Work request:
Find the lines below that contain the string "function". Copy each one.

Listed records:
╭──

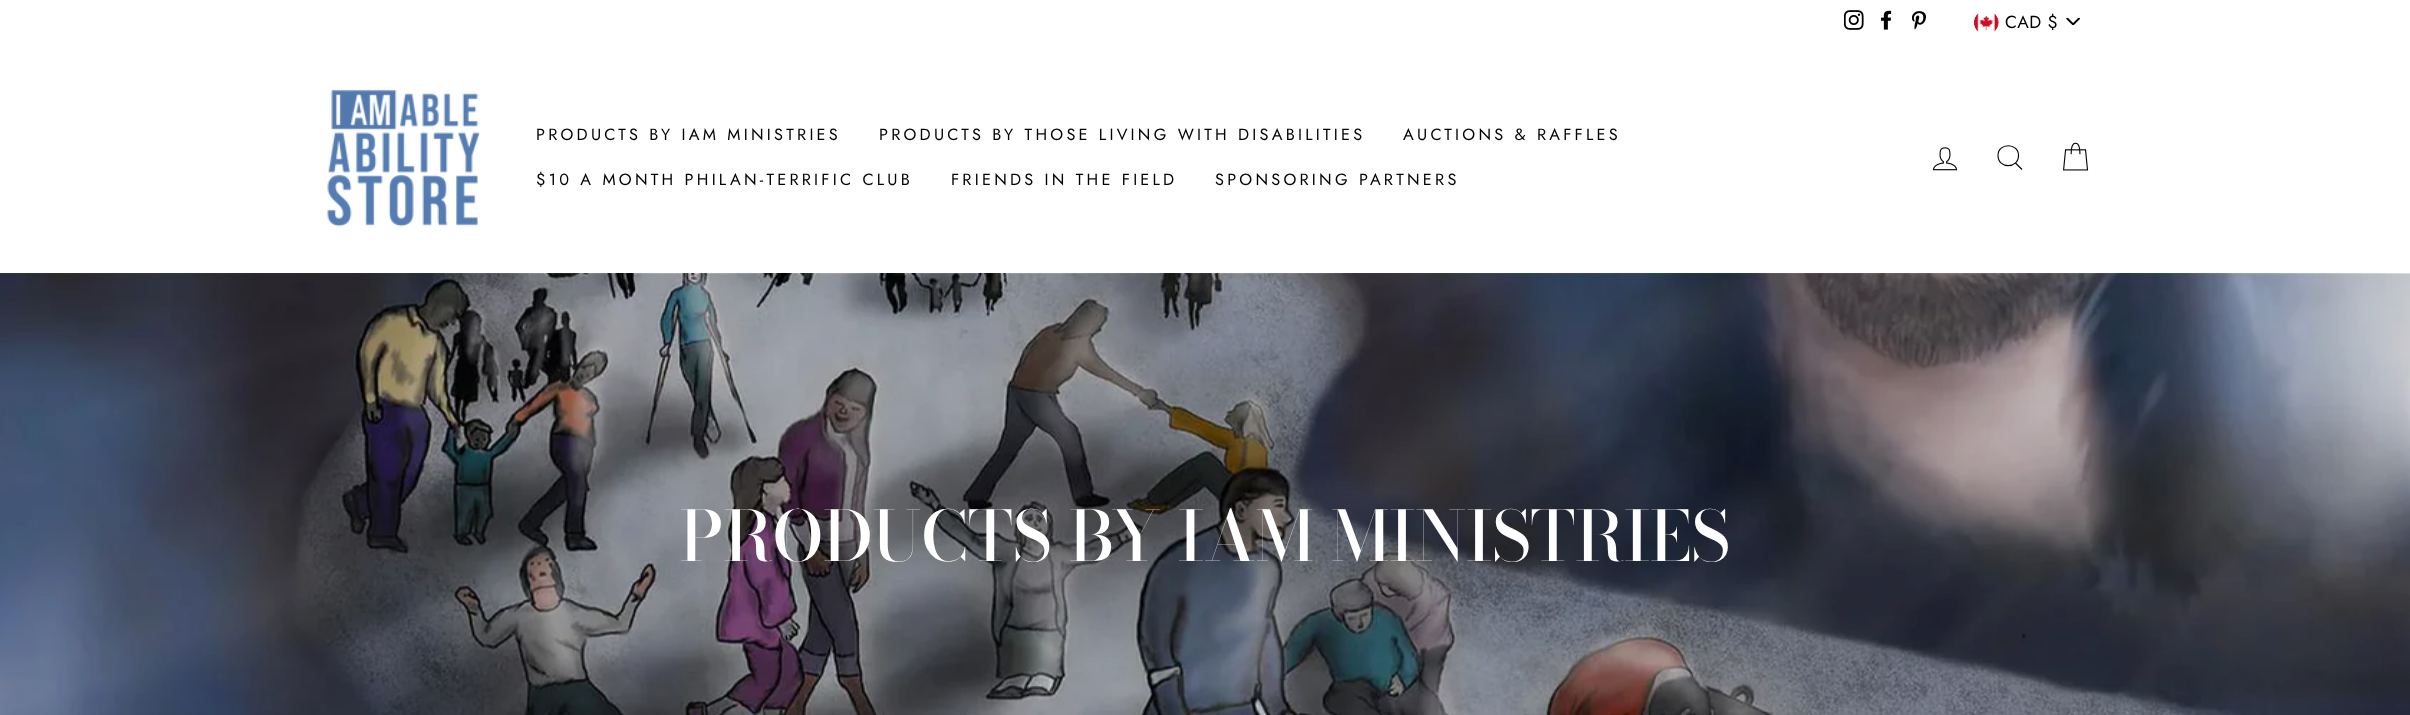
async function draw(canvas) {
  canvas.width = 2410;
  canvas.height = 715;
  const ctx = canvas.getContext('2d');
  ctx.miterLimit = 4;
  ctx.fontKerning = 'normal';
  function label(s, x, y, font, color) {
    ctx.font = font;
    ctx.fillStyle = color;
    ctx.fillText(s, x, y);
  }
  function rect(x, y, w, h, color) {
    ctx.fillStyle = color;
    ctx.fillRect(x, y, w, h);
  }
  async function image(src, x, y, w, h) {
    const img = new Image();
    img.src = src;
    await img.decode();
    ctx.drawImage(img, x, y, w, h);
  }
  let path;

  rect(0, 0, 2410, 715, '#fff');
  await image('assets/img1.png', 1844, 10, 20, 20);
  await image('assets/img2.png', 1881, 10, 11, 20);
  await image('assets/img3.png', 1911, 11, 15, 19);
  await image('assets/img4.png', 2066, 18, 14, 7);
  await image('assets/img5.png', 1973, 13, 26, 19);
  ctx.letterSpacing = '0.5px';
  label('CAD $', 2005, 28, '17.5px Jost', '#000');
  await image('assets/img6.png', 327, 89, 153, 138);
  ctx.letterSpacing = '3.25px';
  label('PRODUCTS BY IAM MINISTRIES', 536, 140, '16.25px Jost', '#000');
  label('PRODUCTS BY THOSE LIVING WITH DISABILITIES', 879, 140, '16.25px Jost', '#000');
  label('AUCTIONS & RAFFLES', 1403, 140, '16.25px Jost', '#000');
  label('$10 A MONTH PHILAN-TERRIFIC CLUB', 536, 185, '16.25px Jost', '#000');
  label('FRIENDS IN THE FIELD', 951, 185, '16.25px Jost', '#000');
  label('SPONSORING PARTNERS', 1215, 185, '16.25px Jost', '#000');
  await image('assets/img7.png', 1933, 147, 24, 24);
  path = new Path2D('M2018.5 155.5C2018.5 169 1998 169 1998 155.5C1998 142.5 2018.5 142.5 2018.5 155.5ZM2022 169.5L2015.5 163');
  ctx.strokeStyle = '#000';
  ctx.lineWidth = 1.1;
  ctx.stroke(path);
  await image('assets/img8.png', 2063, 142, 26, 29);
  await image('assets/img9.png', 0, 273, 2410, 442);
  ctx.letterSpacing = '0px';
  label('PRODUCTS BY IAM MINISTRIES', 680, 561, '500 68.9px Bodoni Moda', '#fff');
}

draw(document.querySelector('canvas'));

╰──

Task answer:
async function draw(canvas) {
  function label(s, x, y, font, color) {
  function rect(x, y, w, h, color) {
  async function image(src, x, y, w, h) {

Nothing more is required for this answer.